Tłumaczka zgwałcona w obozie w Calais. Pomagała przygotować materiał o nieletnich uchodźcach
• Dramat w nielegalnym obozowisku imigrantów w Calais
• W nocy zgwałcona tam została tłumaczka, współpracująca z francuskim dziennikarzem
• 38-letnia kobieta pomagała przygotować materiał o nieletnich uchodźcach
• Sprawcą gwałtu był Afgańczyk
• Jego dwaj koledzy sterroryzowali towarzyszącego kobiecie dziennikarza
Tłumaczka z języka pasztuńskiego, która pomagała francuskiemu dziennikarzowi zbierać materiały o nieletnich imigrantach w "dżungli" w Calais, została w nocy zgwałcona. Sprawą zajmuje się miejscowa prokuratura.

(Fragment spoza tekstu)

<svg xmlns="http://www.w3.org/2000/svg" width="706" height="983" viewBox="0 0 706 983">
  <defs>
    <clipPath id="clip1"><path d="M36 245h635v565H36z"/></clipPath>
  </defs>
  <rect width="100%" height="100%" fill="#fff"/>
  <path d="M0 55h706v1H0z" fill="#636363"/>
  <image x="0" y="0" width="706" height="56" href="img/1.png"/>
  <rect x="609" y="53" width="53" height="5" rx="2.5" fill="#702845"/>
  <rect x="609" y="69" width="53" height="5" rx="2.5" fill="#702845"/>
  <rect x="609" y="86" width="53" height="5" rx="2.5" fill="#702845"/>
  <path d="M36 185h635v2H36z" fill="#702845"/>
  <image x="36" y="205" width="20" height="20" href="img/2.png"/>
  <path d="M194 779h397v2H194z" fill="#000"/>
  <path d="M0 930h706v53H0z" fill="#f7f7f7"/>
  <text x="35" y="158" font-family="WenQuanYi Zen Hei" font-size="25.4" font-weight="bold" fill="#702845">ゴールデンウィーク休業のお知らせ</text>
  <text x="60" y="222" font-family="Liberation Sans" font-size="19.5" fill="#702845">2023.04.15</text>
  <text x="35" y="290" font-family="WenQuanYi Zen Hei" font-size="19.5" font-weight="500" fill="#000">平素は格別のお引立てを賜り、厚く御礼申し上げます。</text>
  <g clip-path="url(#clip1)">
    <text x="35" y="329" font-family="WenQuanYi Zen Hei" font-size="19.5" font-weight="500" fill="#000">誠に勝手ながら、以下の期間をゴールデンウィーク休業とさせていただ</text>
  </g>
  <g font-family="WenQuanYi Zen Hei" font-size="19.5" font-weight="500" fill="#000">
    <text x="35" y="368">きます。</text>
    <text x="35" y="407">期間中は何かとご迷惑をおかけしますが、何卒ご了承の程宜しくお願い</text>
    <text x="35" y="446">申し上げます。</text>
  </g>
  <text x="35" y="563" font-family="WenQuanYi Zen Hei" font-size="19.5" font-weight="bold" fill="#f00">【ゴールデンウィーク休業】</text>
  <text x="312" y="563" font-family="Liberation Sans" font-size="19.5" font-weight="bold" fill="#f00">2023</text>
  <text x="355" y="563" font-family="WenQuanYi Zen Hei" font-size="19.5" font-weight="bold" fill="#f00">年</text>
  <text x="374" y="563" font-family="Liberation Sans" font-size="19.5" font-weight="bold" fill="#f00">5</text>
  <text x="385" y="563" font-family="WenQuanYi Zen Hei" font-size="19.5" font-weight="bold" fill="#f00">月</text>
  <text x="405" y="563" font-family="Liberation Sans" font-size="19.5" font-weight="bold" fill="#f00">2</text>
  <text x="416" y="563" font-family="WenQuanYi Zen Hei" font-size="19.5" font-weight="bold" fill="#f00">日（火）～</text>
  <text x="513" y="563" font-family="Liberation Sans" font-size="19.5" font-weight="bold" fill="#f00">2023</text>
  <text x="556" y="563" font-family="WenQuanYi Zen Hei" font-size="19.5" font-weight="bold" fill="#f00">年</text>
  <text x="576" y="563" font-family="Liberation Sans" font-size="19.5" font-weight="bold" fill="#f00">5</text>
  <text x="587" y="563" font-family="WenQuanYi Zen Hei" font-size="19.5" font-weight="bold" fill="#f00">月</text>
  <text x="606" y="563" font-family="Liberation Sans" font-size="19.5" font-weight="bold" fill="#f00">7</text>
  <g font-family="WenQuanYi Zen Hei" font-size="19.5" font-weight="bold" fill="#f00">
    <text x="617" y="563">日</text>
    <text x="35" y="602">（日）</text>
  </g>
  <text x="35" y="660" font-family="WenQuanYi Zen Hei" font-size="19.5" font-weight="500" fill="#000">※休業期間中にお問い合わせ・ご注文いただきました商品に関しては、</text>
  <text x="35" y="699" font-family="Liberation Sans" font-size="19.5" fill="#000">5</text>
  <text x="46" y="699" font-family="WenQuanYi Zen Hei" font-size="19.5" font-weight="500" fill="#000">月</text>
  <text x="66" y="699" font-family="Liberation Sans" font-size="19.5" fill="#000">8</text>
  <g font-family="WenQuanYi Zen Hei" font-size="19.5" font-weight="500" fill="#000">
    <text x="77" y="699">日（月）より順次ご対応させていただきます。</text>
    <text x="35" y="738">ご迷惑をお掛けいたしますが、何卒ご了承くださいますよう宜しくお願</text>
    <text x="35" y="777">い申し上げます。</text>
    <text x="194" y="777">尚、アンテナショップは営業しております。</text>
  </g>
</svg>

Do ataku na kobietę i towarzyszącego jej dziennikarza doszło pomiędzy 2 a 3 w nocy, na obrzeżach obozowiska. Trzech mężczyzn uzbrojonych w noże najpierw wyrwało parze ich torby, potem jeden z nich odciągnął na bok kobietę i przewrócił ją na ziemię.
- Napastnik, grożąc kobiecie nożem, zgwałcił ją. W tym samym czasie dwóch jego kolegów, również uzbrojonych w noże, trzymało dziennikarza - opowiada przebieg zdarzenia prokurator Pascal Marconville.
Trzej napastnicy, jak wynika z zeznań pokrzywdzonych, mówili po pasztuńsku. Zdaniem prokuratora nie ma wątpliwości, że byli to nielegalni imigranci z Afganistanu.
Mężczyźni nadal są na wolności - poszukuje ich policja.
Tłumaczka, która z pochodzenia jest Afganką, na stałe mieszka w Paryżu. Od kilku miesięcy współpracuje z dziennikarzem, który przygotowuje dla stacji France 5 reportaż o nieletnich imigrantach w "dżungli". Stacja już zapowiedziała, że obejmie opieką ofiary napaści.